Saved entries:

.....

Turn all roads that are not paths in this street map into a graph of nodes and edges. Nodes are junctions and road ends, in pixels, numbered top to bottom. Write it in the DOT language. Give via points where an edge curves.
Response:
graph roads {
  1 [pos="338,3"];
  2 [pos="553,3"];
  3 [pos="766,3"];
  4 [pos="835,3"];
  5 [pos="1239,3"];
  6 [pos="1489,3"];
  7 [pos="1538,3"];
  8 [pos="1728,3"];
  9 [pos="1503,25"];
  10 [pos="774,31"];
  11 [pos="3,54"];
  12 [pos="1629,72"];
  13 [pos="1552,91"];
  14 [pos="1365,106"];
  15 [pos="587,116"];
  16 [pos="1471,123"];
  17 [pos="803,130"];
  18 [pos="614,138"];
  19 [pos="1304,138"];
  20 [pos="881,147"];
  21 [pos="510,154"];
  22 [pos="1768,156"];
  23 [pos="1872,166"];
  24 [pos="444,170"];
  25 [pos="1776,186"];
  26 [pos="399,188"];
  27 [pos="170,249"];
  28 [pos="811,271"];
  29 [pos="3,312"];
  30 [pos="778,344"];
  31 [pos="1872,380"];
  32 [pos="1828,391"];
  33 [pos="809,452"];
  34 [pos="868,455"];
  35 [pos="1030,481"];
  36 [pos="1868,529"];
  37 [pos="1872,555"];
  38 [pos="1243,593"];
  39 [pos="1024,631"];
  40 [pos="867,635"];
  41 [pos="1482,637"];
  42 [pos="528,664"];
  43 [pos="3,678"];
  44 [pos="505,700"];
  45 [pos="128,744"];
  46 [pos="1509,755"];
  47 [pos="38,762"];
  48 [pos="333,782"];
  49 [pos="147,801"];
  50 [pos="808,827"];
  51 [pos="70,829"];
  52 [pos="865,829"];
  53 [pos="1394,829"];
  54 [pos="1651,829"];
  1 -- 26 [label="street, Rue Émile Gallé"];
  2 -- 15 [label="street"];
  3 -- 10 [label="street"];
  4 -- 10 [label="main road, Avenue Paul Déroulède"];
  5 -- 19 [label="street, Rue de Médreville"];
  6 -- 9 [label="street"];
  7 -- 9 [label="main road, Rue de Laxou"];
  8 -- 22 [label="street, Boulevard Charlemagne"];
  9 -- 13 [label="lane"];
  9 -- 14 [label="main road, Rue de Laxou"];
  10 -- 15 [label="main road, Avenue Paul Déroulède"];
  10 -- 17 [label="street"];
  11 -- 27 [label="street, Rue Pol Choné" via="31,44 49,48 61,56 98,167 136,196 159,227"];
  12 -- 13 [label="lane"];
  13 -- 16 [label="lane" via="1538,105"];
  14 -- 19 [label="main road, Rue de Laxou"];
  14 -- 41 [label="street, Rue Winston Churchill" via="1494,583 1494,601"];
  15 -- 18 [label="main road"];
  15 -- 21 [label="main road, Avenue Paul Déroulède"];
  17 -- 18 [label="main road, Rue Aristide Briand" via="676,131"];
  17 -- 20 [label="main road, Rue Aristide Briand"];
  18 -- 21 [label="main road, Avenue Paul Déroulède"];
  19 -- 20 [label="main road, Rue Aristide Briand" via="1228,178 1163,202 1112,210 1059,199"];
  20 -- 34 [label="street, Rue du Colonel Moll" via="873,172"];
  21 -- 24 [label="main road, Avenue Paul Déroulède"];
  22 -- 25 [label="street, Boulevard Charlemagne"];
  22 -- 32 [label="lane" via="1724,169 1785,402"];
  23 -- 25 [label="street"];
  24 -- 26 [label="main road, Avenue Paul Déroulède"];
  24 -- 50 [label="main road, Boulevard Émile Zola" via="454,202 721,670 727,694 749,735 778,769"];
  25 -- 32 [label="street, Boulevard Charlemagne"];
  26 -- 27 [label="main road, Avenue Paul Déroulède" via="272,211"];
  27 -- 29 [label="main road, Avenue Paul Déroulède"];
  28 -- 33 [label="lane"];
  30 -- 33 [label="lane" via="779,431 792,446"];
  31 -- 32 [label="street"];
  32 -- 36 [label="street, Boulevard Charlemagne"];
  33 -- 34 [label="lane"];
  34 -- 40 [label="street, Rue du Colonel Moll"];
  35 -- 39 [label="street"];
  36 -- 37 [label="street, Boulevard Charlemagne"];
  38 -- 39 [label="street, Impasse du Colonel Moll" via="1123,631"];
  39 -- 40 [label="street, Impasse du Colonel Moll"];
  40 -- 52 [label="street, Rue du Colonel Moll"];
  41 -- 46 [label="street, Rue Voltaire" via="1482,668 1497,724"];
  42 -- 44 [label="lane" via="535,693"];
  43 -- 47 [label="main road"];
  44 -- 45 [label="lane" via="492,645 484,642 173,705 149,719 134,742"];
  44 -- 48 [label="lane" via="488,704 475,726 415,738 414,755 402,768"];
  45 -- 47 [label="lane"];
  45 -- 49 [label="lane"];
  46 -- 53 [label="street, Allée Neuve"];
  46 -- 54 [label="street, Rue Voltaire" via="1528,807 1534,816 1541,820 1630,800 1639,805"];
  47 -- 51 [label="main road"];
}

.....

EXERCISE BRIEF |
Using the exact wording, repeat all the entries.

SOLUTION TO THIS EXERCISE |
Turn all roads that are not paths in this street map into a graph of nodes and edges. Nodes are junctions and road ends, in pixels, numbered top to bottom. Write it in the DOT language. Give via points where an edge curves.
Response:
graph roads {
  1 [pos="338,3"];
  2 [pos="553,3"];
  3 [pos="766,3"];
  4 [pos="835,3"];
  5 [pos="1239,3"];
  6 [pos="1489,3"];
  7 [pos="1538,3"];
  8 [pos="1728,3"];
  9 [pos="1503,25"];
  10 [pos="774,31"];
  11 [pos="3,54"];
  12 [pos="1629,72"];
  13 [pos="1552,91"];
  14 [pos="1365,106"];
  15 [pos="587,116"];
  16 [pos="1471,123"];
  17 [pos="803,130"];
  18 [pos="614,138"];
  19 [pos="1304,138"];
  20 [pos="881,147"];
  21 [pos="510,154"];
  22 [pos="1768,156"];
  23 [pos="1872,166"];
  24 [pos="444,170"];
  25 [pos="1776,186"];
  26 [pos="399,188"];
  27 [pos="170,249"];
  28 [pos="811,271"];
  29 [pos="3,312"];
  30 [pos="778,344"];
  31 [pos="1872,380"];
  32 [pos="1828,391"];
  33 [pos="809,452"];
  34 [pos="868,455"];
  35 [pos="1030,481"];
  36 [pos="1868,529"];
  37 [pos="1872,555"];
  38 [pos="1243,593"];
  39 [pos="1024,631"];
  40 [pos="867,635"];
  41 [pos="1482,637"];
  42 [pos="528,664"];
  43 [pos="3,678"];
  44 [pos="505,700"];
  45 [pos="128,744"];
  46 [pos="1509,755"];
  47 [pos="38,762"];
  48 [pos="333,782"];
  49 [pos="147,801"];
  50 [pos="808,827"];
  51 [pos="70,829"];
  52 [pos="865,829"];
  53 [pos="1394,829"];
  54 [pos="1651,829"];
  1 -- 26 [label="street, Rue Émile Gallé"];
  2 -- 15 [label="street"];
  3 -- 10 [label="street"];
  4 -- 10 [label="main road, Avenue Paul Déroulède"];
  5 -- 19 [label="street, Rue de Médreville"];
  6 -- 9 [label="street"];
  7 -- 9 [label="main road, Rue de Laxou"];
  8 -- 22 [label="street, Boulevard Charlemagne"];
  9 -- 13 [label="lane"];
  9 -- 14 [label="main road, Rue de Laxou"];
  10 -- 15 [label="main road, Avenue Paul Déroulède"];
  10 -- 17 [label="street"];
  11 -- 27 [label="street, Rue Pol Choné" via="31,44 49,48 61,56 98,167 136,196 159,227"];
  12 -- 13 [label="lane"];
  13 -- 16 [label="lane" via="1538,105"];
  14 -- 19 [label="main road, Rue de Laxou"];
  14 -- 41 [label="street, Rue Winston Churchill" via="1494,583 1494,601"];
  15 -- 18 [label="main road"];
  15 -- 21 [label="main road, Avenue Paul Déroulède"];
  17 -- 18 [label="main road, Rue Aristide Briand" via="676,131"];
  17 -- 20 [label="main road, Rue Aristide Briand"];
  18 -- 21 [label="main road, Avenue Paul Déroulède"];
  19 -- 20 [label="main road, Rue Aristide Briand" via="1228,178 1163,202 1112,210 1059,199"];
  20 -- 34 [label="street, Rue du Colonel Moll" via="873,172"];
  21 -- 24 [label="main road, Avenue Paul Déroulède"];
  22 -- 25 [label="street, Boulevard Charlemagne"];
  22 -- 32 [label="lane" via="1724,169 1785,402"];
  23 -- 25 [label="street"];
  24 -- 26 [label="main road, Avenue Paul Déroulède"];
  24 -- 50 [label="main road, Boulevard Émile Zola" via="454,202 721,670 727,694 749,735 778,769"];
  25 -- 32 [label="street, Boulevard Charlemagne"];
  26 -- 27 [label="main road, Avenue Paul Déroulède" via="272,211"];
  27 -- 29 [label="main road, Avenue Paul Déroulède"];
  28 -- 33 [label="lane"];
  30 -- 33 [label="lane" via="779,431 792,446"];
  31 -- 32 [label="street"];
  32 -- 36 [label="street, Boulevard Charlemagne"];
  33 -- 34 [label="lane"];
  34 -- 40 [label="street, Rue du Colonel Moll"];
  35 -- 39 [label="street"];
  36 -- 37 [label="street, Boulevard Charlemagne"];
  38 -- 39 [label="street, Impasse du Colonel Moll" via="1123,631"];
  39 -- 40 [label="street, Impasse du Colonel Moll"];
  40 -- 52 [label="street, Rue du Colonel Moll"];
  41 -- 46 [label="street, Rue Voltaire" via="1482,668 1497,724"];
  42 -- 44 [label="lane" via="535,693"];
  43 -- 47 [label="main road"];
  44 -- 45 [label="lane" via="492,645 484,642 173,705 149,719 134,742"];
  44 -- 48 [label="lane" via="488,704 475,726 415,738 414,755 402,768"];
  45 -- 47 [label="lane"];
  45 -- 49 [label="lane"];
  46 -- 53 [label="street, Allée Neuve"];
  46 -- 54 [label="street, Rue Voltaire" via="1528,807 1534,816 1541,820 1630,800 1639,805"];
  47 -- 51 [label="main road"];
}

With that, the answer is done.